■過去を変え、失われた未来を取り戻せるのか

そんな絶望的な未来に現れる存在こそ、本作における真の主人公となる「救世主」です。プレイヤーは、1454年の世界に現れる「救世主」となり、運命の女神「フォトナ」の力によって5年前――1449年へと遡ることになります。
そこでプレイヤーに課せられる使命は、4人の主人公たちの運命を変えること。もし、大剣闘祭に挑む4人の未来を変えることができれば、彼らは本来迎えるはずだった死を回避し、1454年まで生き延びることができます。そして、未来を救うための仲間として、「救世主」とともに戦うことになるのです。
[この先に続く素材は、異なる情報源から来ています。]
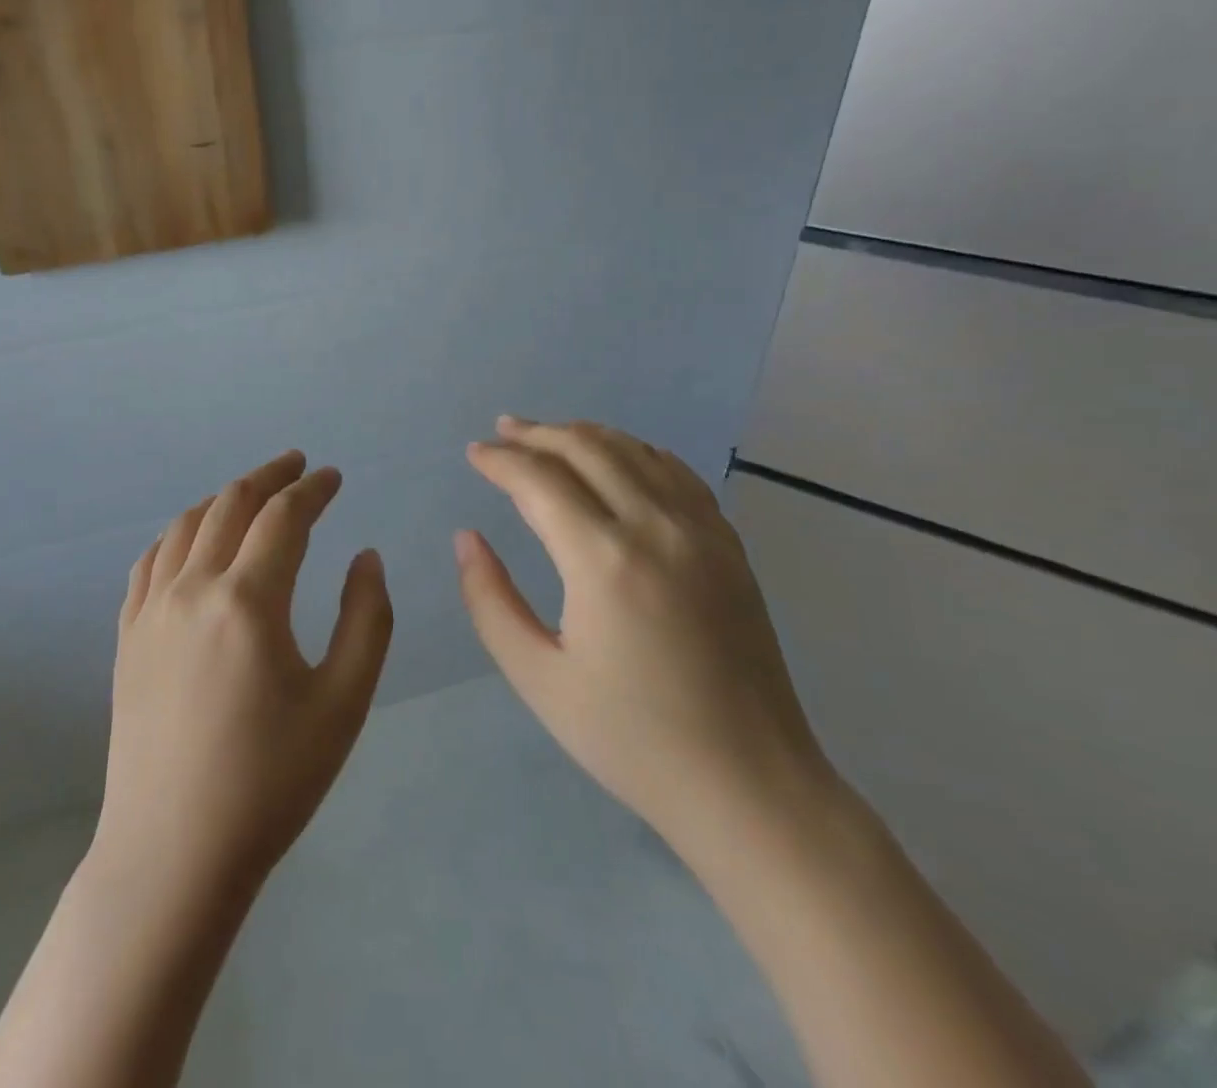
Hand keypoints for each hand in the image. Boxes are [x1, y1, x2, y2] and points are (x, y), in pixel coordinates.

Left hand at [96, 451, 393, 897]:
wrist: (174, 852)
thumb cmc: (271, 780)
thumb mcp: (343, 702)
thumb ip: (365, 619)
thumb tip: (364, 556)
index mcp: (248, 599)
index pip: (284, 517)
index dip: (312, 489)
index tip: (333, 477)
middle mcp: (193, 588)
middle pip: (230, 505)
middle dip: (269, 477)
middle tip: (297, 465)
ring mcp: (152, 611)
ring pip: (185, 526)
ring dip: (223, 498)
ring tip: (251, 494)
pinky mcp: (128, 637)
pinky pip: (150, 562)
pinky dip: (178, 534)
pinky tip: (191, 541)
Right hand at [454, 417, 831, 851]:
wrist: (749, 784)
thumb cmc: (631, 739)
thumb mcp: (538, 678)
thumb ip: (490, 601)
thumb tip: (467, 538)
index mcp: (604, 560)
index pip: (539, 480)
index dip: (500, 461)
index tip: (474, 454)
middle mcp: (656, 528)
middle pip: (587, 448)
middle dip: (537, 434)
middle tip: (501, 432)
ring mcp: (701, 532)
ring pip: (634, 451)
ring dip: (584, 434)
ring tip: (547, 435)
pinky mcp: (728, 545)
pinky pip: (676, 473)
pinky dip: (635, 451)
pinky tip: (617, 457)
つまり本作では、ただ失われた過去を振り返るのではなく、「悲劇を知ったうえで未来を書き換える」という物語が展開されます。
主人公たちが死亡した未来を変えられず、受け入れてしまうのか。それとも、絶望に抗って新たな可能性を切り開くのか。どちらの未来を掴み取るのかは、プレイヤーであるあなた次第です。
■歴代シリーズの魅力を受け継ぐ最新作

2部構成的な構造であることが判明した『ファイアーエムブレム 万紫千紅』は、立ち向かう状況の厳しさを含め、『風花雪月』との共通点を感じさせる作品となっています。前半で築いた関係性が後半で大きな意味を持ち、プレイヤーの心を揺さぶる避けられない運命へと結びつく。そうした要素に、『風花雪月』を思い起こす人も多いことでしょう。
また、絶望的な未来を変えるという展開に、『ファイアーエムブレム 覚醒』を連想するファンもいるかもしれません。さらに、物語の終盤で多くの仲間たちが集結する構図は、『ファイアーエムブレム 暁の女神』を思わせる部分もあります。

今回挙げたのは、あくまで連想やモチーフに過ぎませんが、シリーズが長年描いてきた「仲間との絆」「戦争による悲劇」「運命への抗い」といったテーマを、新たな形で受け継いでいるようにも感じられます。
「主人公全員死亡」という衝撃的な始まりから、どのような未来を描くことになるのか。『ファイアーエムブレム 万紫千紅』は、シリーズの新たな歴史を刻む作品として、大きな期待を集めることになりそうです。